### Description of the task
Below are the records. List every line holding the word "paths".

^^^^^^^^

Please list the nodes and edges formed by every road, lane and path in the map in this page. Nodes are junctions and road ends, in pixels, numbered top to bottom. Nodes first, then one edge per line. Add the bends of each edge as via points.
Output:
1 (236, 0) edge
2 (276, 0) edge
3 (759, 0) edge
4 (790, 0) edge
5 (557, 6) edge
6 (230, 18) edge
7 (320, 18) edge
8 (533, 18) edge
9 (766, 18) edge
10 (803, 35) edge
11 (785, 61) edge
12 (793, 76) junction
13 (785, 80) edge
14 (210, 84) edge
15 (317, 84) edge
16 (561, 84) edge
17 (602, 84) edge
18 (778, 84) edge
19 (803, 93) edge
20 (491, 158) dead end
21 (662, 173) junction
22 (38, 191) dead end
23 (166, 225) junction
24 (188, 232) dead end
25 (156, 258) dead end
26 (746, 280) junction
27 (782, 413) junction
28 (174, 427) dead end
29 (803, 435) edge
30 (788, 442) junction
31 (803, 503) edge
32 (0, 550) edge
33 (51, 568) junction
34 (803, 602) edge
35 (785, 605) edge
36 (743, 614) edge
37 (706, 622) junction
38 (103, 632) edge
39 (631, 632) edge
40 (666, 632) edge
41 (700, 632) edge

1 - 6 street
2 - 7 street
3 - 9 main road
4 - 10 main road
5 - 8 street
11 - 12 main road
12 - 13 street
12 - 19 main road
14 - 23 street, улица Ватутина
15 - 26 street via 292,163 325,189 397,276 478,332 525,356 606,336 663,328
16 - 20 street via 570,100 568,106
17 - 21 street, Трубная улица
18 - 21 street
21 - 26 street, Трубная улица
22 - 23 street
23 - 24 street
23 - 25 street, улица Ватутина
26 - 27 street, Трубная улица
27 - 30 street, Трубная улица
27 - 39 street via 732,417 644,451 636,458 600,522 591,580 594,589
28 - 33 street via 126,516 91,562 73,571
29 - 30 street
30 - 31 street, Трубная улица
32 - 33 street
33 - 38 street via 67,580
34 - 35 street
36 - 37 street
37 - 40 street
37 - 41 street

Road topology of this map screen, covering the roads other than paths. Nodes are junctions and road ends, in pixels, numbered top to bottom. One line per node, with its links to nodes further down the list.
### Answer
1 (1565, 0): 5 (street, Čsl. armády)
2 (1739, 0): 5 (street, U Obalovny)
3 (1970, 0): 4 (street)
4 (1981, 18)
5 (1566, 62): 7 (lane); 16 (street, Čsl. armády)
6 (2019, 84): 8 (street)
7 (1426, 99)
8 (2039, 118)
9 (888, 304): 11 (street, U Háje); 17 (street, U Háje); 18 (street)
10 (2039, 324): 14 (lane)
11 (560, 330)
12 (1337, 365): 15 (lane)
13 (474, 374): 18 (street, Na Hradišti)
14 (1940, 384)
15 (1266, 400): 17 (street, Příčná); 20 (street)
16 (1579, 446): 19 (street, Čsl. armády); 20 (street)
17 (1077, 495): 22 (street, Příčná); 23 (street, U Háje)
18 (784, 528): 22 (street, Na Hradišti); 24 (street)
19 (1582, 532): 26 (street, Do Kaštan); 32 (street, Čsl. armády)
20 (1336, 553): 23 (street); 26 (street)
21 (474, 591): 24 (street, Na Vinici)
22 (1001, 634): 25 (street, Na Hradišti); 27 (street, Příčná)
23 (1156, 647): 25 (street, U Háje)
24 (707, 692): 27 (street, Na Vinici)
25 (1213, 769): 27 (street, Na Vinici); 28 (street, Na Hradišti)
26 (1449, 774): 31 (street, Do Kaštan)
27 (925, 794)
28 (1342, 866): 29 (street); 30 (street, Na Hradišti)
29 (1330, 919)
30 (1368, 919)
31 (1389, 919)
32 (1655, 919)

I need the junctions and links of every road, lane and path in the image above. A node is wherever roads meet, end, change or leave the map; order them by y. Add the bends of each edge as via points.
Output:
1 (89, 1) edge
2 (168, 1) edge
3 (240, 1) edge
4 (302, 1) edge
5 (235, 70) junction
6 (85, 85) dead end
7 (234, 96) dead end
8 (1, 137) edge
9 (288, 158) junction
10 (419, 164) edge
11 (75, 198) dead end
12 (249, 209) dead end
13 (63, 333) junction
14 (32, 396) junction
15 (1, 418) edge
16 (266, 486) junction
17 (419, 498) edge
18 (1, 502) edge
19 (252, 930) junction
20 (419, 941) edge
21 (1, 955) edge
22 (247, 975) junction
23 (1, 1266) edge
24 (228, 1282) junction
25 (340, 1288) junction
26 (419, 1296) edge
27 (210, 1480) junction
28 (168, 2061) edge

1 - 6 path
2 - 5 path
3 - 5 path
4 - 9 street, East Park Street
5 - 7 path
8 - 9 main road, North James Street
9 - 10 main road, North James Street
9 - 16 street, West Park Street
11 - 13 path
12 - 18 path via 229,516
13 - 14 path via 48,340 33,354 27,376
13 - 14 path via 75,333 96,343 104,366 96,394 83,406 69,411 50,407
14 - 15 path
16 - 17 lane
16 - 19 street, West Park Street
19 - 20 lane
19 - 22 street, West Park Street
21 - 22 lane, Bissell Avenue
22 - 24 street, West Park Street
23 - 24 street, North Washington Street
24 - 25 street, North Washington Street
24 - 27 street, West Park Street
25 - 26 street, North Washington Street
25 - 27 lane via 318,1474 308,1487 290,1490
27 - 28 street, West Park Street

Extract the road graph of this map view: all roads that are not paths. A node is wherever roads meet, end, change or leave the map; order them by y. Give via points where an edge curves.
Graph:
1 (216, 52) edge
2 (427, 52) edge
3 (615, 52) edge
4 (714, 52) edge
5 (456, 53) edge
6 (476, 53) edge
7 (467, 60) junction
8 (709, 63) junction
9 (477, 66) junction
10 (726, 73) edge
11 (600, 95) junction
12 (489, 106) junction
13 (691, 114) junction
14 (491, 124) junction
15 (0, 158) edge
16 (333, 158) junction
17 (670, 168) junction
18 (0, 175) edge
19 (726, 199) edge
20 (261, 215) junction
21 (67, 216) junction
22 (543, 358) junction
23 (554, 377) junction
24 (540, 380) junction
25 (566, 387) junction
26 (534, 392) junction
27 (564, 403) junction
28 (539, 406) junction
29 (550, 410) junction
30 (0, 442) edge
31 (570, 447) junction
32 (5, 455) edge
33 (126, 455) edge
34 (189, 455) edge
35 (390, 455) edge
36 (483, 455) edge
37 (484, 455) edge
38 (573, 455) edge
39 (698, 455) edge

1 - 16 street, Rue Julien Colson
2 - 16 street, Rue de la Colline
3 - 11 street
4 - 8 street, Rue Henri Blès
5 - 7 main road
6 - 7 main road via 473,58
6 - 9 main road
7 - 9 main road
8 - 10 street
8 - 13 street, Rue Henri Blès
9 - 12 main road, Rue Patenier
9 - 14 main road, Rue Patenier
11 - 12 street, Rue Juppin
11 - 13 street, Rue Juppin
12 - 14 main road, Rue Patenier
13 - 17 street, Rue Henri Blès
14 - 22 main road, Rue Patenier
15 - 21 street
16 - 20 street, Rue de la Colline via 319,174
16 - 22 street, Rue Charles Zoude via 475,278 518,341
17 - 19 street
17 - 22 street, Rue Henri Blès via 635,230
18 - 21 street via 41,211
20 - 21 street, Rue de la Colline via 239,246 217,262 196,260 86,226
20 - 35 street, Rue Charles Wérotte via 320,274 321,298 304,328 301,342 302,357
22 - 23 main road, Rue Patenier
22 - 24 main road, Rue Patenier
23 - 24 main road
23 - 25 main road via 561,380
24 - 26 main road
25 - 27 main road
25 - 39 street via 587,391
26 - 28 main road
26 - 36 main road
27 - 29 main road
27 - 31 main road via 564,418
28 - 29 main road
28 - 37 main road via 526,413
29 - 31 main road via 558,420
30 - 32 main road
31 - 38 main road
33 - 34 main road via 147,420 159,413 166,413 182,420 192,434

^^^^^^^^

### Response to this task
Road topology of this map screen, covering the roads other than paths. Nodes are junctions and road ends, in pixels, numbered top to bottom. One line per node, with its links to nodes further down the list.
Extract the road graph of this map view: all roads that are not paths. A node is wherever roads meet, end, change or leave the map; order them by y. Give via points where an edge curves.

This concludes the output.